- About this task -
What is the count of lines in the records that include "Kator"? Reply with that number alone.

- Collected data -

↓↓↓

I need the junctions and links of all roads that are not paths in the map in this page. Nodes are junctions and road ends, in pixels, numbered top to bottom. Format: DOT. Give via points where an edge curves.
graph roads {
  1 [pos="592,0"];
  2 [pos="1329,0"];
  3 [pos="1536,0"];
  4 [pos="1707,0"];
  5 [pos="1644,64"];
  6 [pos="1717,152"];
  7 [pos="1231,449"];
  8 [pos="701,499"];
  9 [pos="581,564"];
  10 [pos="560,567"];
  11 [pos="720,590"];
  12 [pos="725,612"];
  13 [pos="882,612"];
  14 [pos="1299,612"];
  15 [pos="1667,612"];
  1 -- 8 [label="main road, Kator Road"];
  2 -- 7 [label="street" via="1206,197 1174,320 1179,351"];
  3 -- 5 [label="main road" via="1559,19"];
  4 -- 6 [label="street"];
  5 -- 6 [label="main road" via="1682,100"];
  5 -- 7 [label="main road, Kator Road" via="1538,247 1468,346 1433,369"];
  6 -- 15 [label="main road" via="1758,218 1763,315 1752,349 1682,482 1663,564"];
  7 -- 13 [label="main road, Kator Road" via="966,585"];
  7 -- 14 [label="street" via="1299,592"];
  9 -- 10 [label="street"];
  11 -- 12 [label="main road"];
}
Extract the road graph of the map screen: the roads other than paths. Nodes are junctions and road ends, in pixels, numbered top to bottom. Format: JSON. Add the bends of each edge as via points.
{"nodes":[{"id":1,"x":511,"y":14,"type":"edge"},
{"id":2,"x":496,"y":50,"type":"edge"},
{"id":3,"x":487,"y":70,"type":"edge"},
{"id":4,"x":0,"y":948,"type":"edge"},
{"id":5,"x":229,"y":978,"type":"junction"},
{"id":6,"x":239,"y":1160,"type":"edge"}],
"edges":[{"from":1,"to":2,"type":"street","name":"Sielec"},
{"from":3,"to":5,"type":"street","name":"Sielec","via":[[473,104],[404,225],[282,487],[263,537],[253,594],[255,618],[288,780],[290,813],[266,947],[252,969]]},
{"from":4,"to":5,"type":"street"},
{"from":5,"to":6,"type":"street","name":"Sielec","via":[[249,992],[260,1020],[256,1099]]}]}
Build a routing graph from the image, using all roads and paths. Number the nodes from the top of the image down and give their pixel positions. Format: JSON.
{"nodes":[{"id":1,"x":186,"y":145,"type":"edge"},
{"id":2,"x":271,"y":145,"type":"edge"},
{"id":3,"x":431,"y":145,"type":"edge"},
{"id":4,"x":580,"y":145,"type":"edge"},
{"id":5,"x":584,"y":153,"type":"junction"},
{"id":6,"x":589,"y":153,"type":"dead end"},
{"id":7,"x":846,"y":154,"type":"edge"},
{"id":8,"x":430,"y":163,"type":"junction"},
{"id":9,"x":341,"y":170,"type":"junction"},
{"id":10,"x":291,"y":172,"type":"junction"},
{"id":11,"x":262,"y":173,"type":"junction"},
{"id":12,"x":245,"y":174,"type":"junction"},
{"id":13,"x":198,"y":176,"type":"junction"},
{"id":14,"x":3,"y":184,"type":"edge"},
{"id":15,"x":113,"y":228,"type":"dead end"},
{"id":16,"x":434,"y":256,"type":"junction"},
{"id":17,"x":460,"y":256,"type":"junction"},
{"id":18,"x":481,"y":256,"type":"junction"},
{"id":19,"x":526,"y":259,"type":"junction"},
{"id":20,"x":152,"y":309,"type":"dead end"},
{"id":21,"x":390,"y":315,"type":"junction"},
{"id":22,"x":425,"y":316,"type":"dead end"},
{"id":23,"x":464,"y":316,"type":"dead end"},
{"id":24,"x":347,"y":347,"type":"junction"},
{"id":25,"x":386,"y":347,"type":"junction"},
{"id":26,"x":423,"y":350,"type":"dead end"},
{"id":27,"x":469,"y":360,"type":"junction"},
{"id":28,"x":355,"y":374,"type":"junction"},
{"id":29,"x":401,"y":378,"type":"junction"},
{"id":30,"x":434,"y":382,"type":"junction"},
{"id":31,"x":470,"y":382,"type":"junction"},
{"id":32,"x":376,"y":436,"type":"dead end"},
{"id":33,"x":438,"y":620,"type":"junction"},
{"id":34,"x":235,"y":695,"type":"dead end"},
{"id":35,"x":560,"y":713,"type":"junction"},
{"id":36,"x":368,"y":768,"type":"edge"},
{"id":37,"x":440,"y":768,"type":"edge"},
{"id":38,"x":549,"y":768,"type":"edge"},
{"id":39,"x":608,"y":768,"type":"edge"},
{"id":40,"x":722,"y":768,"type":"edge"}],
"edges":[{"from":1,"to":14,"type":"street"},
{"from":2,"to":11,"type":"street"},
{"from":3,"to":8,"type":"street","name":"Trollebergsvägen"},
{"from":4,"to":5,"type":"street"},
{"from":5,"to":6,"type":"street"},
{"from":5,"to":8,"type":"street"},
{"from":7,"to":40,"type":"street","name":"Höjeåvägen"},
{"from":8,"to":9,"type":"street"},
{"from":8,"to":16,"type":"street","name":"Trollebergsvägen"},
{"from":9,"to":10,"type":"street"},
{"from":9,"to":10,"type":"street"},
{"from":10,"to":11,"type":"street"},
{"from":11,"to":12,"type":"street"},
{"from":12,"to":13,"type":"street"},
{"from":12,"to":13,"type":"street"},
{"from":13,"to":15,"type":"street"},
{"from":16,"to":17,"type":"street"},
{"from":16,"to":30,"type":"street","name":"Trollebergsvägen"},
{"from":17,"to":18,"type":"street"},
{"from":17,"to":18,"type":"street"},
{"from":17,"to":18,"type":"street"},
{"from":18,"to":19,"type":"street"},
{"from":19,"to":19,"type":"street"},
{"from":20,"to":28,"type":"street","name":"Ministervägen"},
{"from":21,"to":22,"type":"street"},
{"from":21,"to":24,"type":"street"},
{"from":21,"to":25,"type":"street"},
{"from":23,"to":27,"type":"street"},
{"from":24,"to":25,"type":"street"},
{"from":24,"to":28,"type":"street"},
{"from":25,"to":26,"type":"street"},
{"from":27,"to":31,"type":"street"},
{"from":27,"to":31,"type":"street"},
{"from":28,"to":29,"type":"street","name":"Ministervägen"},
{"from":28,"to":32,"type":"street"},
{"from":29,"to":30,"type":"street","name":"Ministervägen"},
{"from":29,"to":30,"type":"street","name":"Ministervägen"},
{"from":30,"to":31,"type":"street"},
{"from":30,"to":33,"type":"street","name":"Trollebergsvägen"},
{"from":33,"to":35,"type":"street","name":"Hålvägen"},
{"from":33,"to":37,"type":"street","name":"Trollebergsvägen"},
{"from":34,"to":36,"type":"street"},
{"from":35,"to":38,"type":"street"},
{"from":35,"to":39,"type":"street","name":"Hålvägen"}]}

↑↑↑

- Answer -
3